Future: Worker-Thread Rasterization
-
Multithreaded Rasterization
Move SkPicture recording and/or render surface rasterization to worker threads. This is the single largest performance gap vs. Chromium:
- Chromium: 32 concurrent raster threads
- Grida: 1 thread (main)
2000 shadows at 220 µs each:
- 1 thread: 440 ms (2 fps)
- 32 threads: 14 ms (71 fps)
Prerequisite: the render surface / effect tree architecture (item 6) which defines independent units of work that can be parallelized.

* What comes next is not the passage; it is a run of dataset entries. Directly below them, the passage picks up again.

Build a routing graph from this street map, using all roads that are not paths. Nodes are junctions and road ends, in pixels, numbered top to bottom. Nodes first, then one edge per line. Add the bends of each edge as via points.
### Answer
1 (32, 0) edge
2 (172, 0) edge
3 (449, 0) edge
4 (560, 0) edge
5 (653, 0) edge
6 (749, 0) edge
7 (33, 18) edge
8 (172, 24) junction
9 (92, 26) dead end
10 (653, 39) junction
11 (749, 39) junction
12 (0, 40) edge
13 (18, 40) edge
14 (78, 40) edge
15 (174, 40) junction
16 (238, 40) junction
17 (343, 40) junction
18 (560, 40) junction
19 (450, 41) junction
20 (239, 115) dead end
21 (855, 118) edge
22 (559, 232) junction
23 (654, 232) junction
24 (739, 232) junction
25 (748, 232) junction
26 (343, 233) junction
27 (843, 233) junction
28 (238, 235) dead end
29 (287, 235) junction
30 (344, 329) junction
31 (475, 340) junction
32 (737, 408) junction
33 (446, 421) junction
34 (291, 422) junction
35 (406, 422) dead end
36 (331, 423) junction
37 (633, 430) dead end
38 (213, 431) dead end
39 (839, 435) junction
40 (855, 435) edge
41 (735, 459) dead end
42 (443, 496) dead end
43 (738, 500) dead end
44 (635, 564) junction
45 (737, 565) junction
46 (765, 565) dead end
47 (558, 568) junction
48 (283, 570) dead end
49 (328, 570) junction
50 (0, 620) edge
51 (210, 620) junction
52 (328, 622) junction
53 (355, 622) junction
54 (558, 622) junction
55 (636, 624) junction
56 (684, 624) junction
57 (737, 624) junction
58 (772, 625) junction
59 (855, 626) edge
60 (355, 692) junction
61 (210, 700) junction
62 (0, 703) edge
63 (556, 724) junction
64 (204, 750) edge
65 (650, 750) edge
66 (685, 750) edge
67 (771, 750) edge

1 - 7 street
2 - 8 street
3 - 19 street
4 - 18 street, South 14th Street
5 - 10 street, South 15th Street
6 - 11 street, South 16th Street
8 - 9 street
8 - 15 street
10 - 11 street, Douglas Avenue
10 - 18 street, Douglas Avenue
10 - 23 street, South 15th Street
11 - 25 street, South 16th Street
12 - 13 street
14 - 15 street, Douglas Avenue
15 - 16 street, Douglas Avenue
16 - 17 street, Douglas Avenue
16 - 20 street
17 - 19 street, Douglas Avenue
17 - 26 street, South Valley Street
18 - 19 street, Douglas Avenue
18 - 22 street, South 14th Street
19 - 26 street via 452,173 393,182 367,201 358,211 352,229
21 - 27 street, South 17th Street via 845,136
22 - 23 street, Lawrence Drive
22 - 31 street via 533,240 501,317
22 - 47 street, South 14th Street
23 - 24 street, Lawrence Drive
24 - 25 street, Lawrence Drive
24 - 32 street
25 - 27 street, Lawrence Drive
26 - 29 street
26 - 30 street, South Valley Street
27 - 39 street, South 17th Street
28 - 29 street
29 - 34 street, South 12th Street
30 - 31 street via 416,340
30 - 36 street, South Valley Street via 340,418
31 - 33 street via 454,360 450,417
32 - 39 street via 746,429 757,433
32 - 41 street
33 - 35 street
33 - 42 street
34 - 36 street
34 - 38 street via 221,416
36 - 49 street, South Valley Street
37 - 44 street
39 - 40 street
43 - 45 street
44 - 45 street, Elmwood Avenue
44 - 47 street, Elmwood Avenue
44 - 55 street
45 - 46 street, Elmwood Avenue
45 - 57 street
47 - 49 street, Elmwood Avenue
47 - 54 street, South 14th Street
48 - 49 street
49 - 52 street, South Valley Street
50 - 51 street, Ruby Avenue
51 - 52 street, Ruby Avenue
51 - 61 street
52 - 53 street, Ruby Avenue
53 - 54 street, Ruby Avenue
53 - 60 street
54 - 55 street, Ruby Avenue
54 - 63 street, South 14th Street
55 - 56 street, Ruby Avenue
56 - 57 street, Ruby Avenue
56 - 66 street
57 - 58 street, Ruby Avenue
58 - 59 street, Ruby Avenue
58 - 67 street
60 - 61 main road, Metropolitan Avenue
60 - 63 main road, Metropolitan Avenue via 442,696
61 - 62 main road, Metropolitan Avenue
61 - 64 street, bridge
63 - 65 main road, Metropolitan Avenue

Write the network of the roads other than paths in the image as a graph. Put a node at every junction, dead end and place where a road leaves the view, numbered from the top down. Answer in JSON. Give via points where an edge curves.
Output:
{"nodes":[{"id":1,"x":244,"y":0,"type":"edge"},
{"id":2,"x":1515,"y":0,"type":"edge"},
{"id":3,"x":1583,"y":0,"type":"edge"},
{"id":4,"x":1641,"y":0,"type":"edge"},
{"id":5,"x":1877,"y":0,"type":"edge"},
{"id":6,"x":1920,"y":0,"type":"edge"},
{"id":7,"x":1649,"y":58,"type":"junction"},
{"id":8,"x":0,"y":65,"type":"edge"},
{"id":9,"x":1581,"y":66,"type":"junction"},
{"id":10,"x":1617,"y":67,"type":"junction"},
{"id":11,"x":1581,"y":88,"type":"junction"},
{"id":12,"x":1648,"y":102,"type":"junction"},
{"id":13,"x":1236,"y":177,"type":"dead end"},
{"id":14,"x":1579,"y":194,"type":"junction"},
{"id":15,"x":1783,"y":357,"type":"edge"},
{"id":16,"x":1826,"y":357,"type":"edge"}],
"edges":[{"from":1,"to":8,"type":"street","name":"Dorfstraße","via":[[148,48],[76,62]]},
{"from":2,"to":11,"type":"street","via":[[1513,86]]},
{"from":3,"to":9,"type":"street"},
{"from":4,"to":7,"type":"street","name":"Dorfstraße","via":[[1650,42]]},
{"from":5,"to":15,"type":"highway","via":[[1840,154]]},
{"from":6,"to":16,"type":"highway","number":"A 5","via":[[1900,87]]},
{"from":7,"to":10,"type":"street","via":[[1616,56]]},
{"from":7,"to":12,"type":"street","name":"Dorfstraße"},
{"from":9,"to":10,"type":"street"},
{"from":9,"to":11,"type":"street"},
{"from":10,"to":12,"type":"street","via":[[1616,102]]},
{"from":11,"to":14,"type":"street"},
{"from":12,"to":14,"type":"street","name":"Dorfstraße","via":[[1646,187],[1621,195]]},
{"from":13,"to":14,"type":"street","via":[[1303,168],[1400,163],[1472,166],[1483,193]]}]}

Constraint: Grida's primary target is WASM. WASM does not support shared-memory threads in a way compatible with Skia's GPU context. Worker-thread rasterization is not feasible on the web target. All single-thread optimizations (effect tree, render surfaces, effect LOD, viewport culling, texture atlas, pan fast path, quantized DPR) exist specifically to compensate for this. Multithreaded rasterization applies only to native (desktop) builds.
-
BVH or Quadtree Spatial Index
- Build dynamic index from
world_boundsfor fast spatial queries. - Currently using R-tree (rstar crate).
- Build dynamic index from
-
CRDT-Ready Data Stores
- Flat table model enables future collaboration support.
Memory Budget
Each cached item costs GPU memory:
| Item | Cost |
|---|---|
| Per-node SkImage | width × height × 4 bytes |
| Render surface | surface_width × surface_height × 4 bytes |
| SkPicture | Variable (command stream, typically small) |
Default budget: 128 MB. When exceeded, evict least-recently-used items. Chromium uses 64 MB default with soft/hard limits.
This list is designed to evolve the renderer from single-threaded mode to scalable, GPU-friendly real-time performance. Items are ordered roughly by implementation priority within each section.